Favourite cruises in Ireland?

Favourite cruises in Ireland?

I particularly like the River Suck, County Roscommon the Camlin River, County Longford and the maze of islands to get lost in on Upper Lough Erne.

Preferred 'off the water' activities?

Preferred 'off the water' activities?

Exploring – whether an island with an ancient relic, a heritage site like Devenish Island or Clonmacnoise or any of the towns along the rivers and lakes.

The journey

Fact: There are 400km of navigable waters between Belleek, at the northern tip of Lough Erne in County Fermanagh and Killaloe in County Clare.

On your voyage, you will see many sights that are uniquely Irish, such as the 12th century church on Lower Lough Erne’s White Island with its eerie stone figures or the crumbling monastery on Devenish Island. Cruise past the bustling island town of Enniskillen (and its riverside castle) at the heart of the Erne lakes towards the Upper Lough and explore its maze of forested islands. The splendid Victorian mansion Crom Castle is nestled here among ancient woodlands that include some of the oldest yew trees in Ireland (reputedly more than 800 years old).
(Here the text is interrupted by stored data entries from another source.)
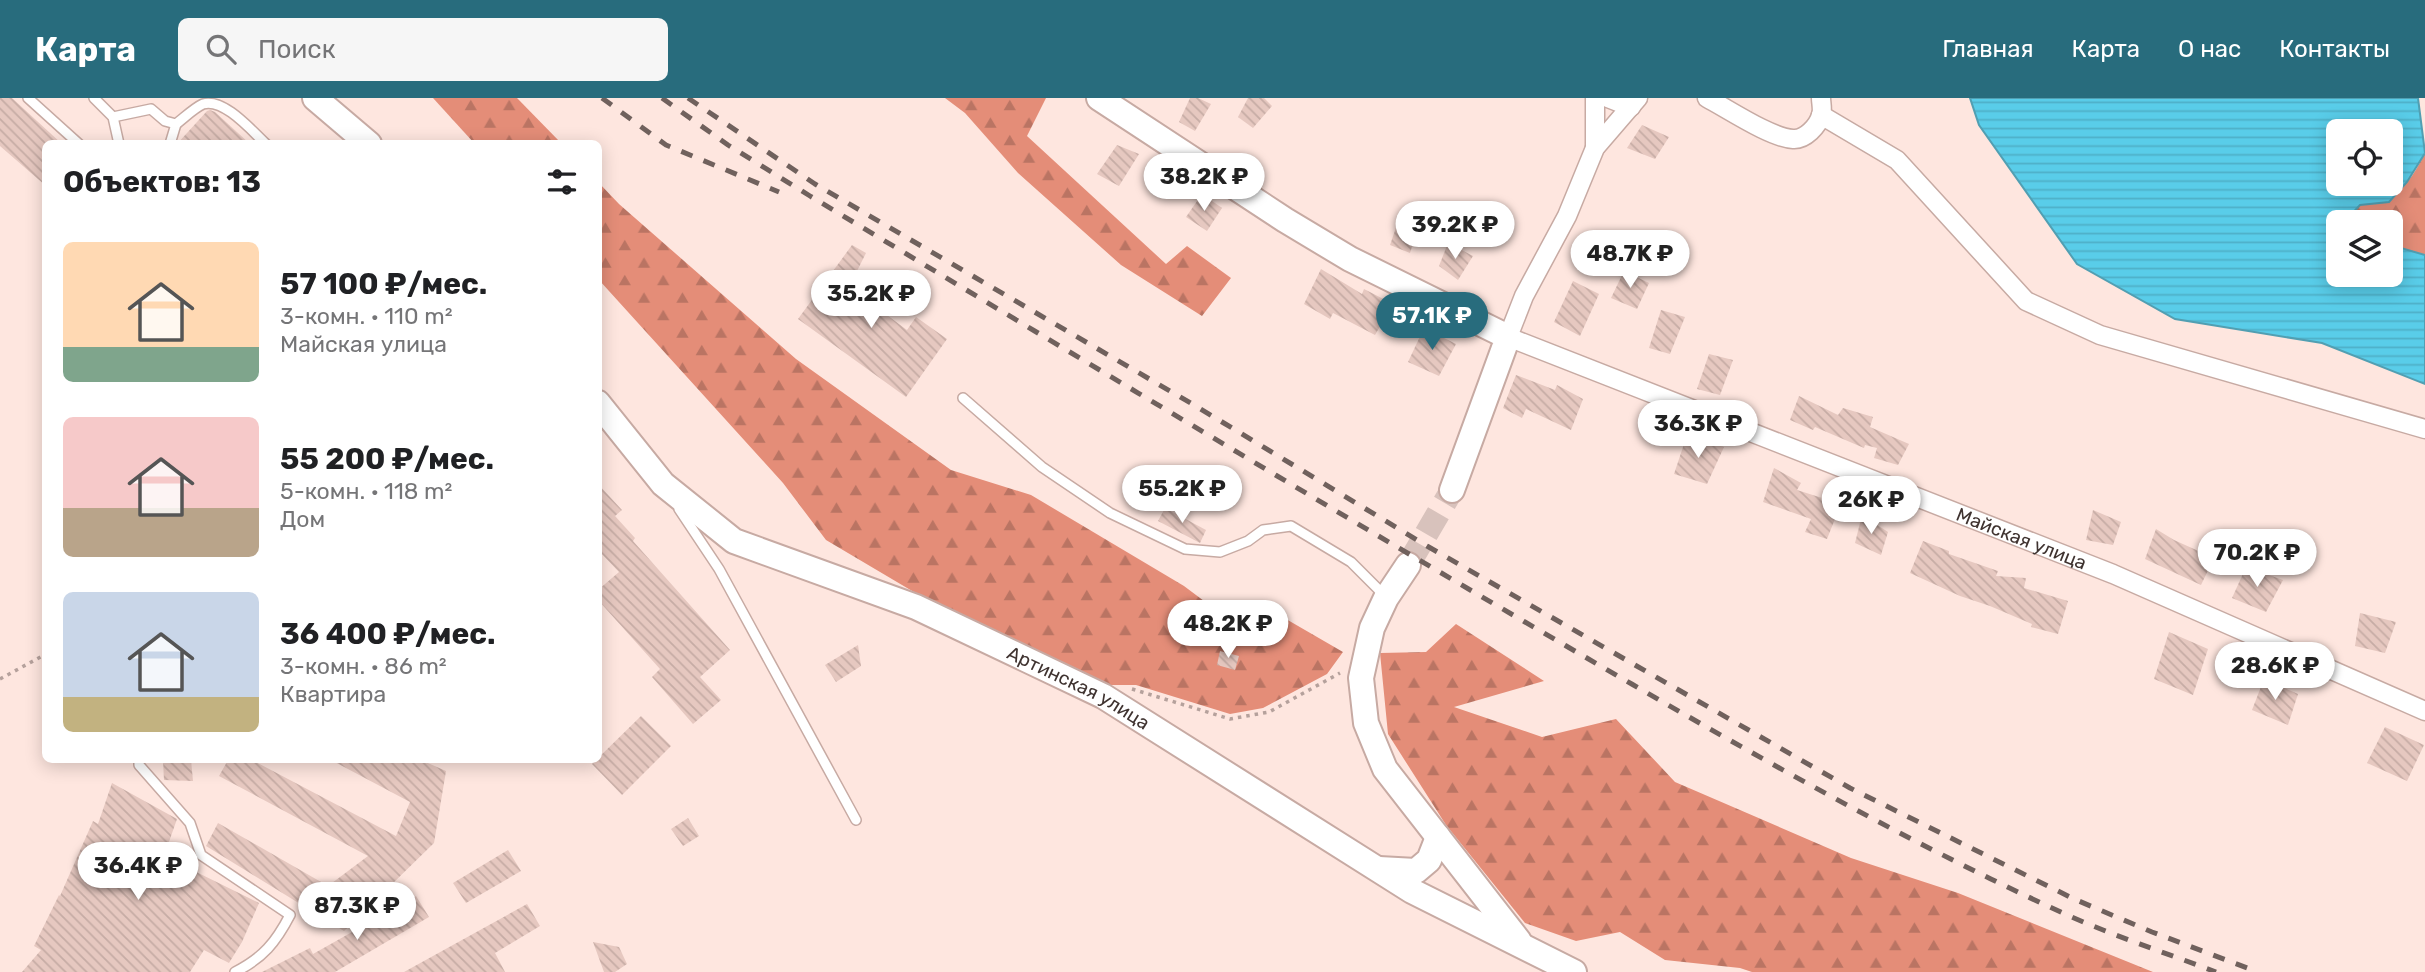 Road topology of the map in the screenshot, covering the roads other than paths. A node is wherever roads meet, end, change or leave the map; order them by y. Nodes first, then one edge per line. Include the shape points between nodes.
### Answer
1 (29, 98) edge
2 (94, 98) edge
3 (315, 98) edge
4 (1099, 98) edge
5 (1595, 98) edge
6 (1608, 98) edge
7 (1707, 98) edge
8 (1635, 102) edge
9 (1821, 107) edge
10 (113, 117) junction
11 (176, 124) junction
12 (75, 140) edge
13 (117, 140) edge
14 (171, 140) edge
15 (262, 140) edge
16 (364, 140) edge
17 (1595, 148) junction
18 (1508, 337) junction
19 (963, 398) dead end
20 (602, 408) edge
21 (2425, 429) edge
22 (663, 484) junction
23 (1452, 490) tunnel mouth
24 (1408, 565) tunnel mouth
25 (1386, 598) junction
26 (2425, 711) edge
27 (139, 763) edge
28 (856, 820) dead end
29 (1438, 837) junction
30 (1379, 869) junction
31 (1524, 947) junction
32 (235, 972) edge
33 (1574, 972) edge

1 - 12 lane
2 - 10 lane
3 - 16 street
4 - 18 street, Майская улица via 1350,259
5 - 17 street
6 - 8 street
7 - 9 street via 1797,140 1809,133
8 - 17 street
9 - 21 street via 1897,160 2026,301 2100,335
10 - 11 lane via 151,109
10 - 13 lane
11 - 14 lane
11 - 15 lane via 202,105 215,102
17 - 18 street
18 - 23 street
18 - 26 street, Майская улица via 2113,574
19 - 25 lane via 1042,467 1110,513 1185,549 1220,552 1264,530 1291,527 1352,562
20 - 22 street, Артинская улица
22 - 28 lane via 719,569
22 - 30 street, Артинская улица via 734,541 916,607 1107,698
24 - 25 street
25 - 29 street via 1372,628 1361,678 1366,723 1385,769
27 - 32 lane via 190,823 201,855 290,915 278,937 255,962
29 - 30 street via 1429,860 1416,871
29 - 31 street
30 - 31 street, Артинская улица via 1412,891
31 - 33 street, Артинская улица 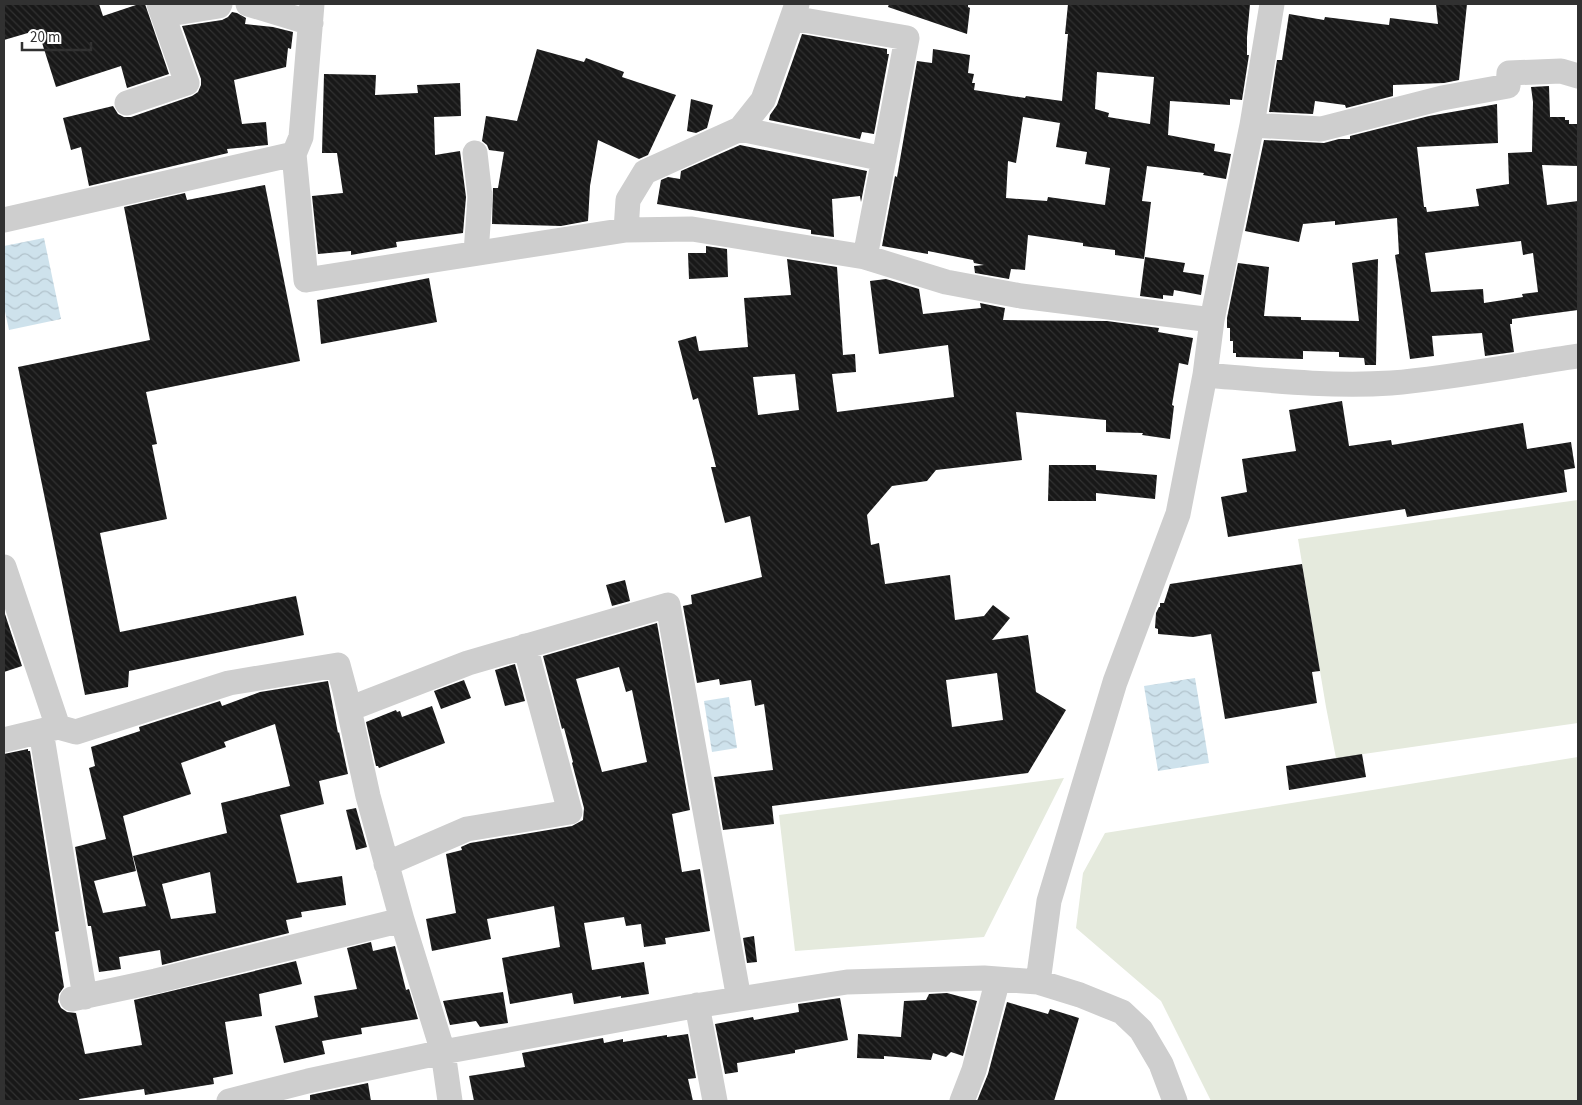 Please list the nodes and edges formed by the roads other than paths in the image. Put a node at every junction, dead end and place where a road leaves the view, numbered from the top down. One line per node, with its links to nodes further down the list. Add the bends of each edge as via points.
1 (220, 4): 4 (street)
2 (248, 4): 6 (street)
3 (1272, 4): 9 (street)
4 (161, 9): 8 (street, via 186,84)
5 (794, 11): 10 (street, via 763,100); 13 (street, via 907,38)
6 (312, 13): 12 (street, via 301,137)
7 (1578, 76): 9 (street, via 1561,71 1509,73 1508,86 1442,98 1321,129)
8 (127, 102)
9 (1252, 125): 18 (street)
10 (740, 130): 13 (street); 15 (street, via 644,172 628,200)
11 (475, 153): 16 (street, via 480,197)
12 (294, 154): 14 (street); 16 (street, via 306,280)
13 (884, 159): 17 (street)
14 (4, 220)
15 (626, 230): 16 (street); 17 (street, via 692,228)
16 (476, 253)
17 (865, 257): 18 (street, via 946,282)
18 (1212, 320): 20 (street)
19 (1578, 356): 20 (street, via 1391,383 1336,384)
20 (1205, 375): 29 (street, via 1178,514 1115,682 1049,901)
21 (4, 568): 24 (street)
22 (526, 646): 23 (street, via 468,663); 26 (street, via 570,812 467,829); 30 (street, via 668,605)
23 (349, 709): 24 (street, via 338,665 230,683 76,732); 26 (street)
24 (50, 729): 25 (street); 27 (street, via 78,998)
25 (4, 740)
26 (386, 864): 27 (street)
27 (402, 920): 32 (street)
28 (998, 979): 29 (street); 30 (street, via 847,982); 36 (street, via 974,1070)
29 (1038, 982): 37 (street, via 1122,1012 1141,1030 1161,1064)
30 (739, 999): 31 (street)
31 (697, 1005): 32 (street); 35 (street)
32 (443, 1052): 33 (street); 34 (street)
33 (229, 1101)
34 (450, 1101)
35 (715, 1101)
36 (962, 1101)
37 (1175, 1101)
Slip under the tiny, ivy-covered horseshoe bridge into Lough Allen – anglers, take note: bream and roach are in good supply here so bring your rod. The kids (young and old) can run themselves ragged at Lough Key Forest & Activity Park. A highlight is Ireland’s only Tree Canopy Walk offering an impressive line in panoramic, aerial views of the lake. The bonus: access at Lough Key is made easy with a generous selection of moorings.

Moored among lush landscape at Lough Key
Moored among lush landscape at Lough Key

Cruising down the river Shannon, make a rendezvous to visit one of Ireland’s most beautiful locations: Clonmacnoise. Founded in the 6th century, this ‘monastic city’ became a university and the ancient Christian capital of Ireland. To see more of the countryside, hire a bicycle and delve a little deeper into the countryside.

That’s the wonderful thing about cruising in Ireland – you can stop and explore where and when you like. Gourmet meals, island picnics, activity parks, castles, gardens, bike trips, canoeing, angling: all and more are within easy reach of the water. Should a night on dry land be of interest, you can choose anything from a cosy B&B to a luxury castle hotel.

So when you come to the end of your voyage and you moor your boat for the final time, be sure to pat its hull and remind it you’ll be back – you’ve only skimmed the surface.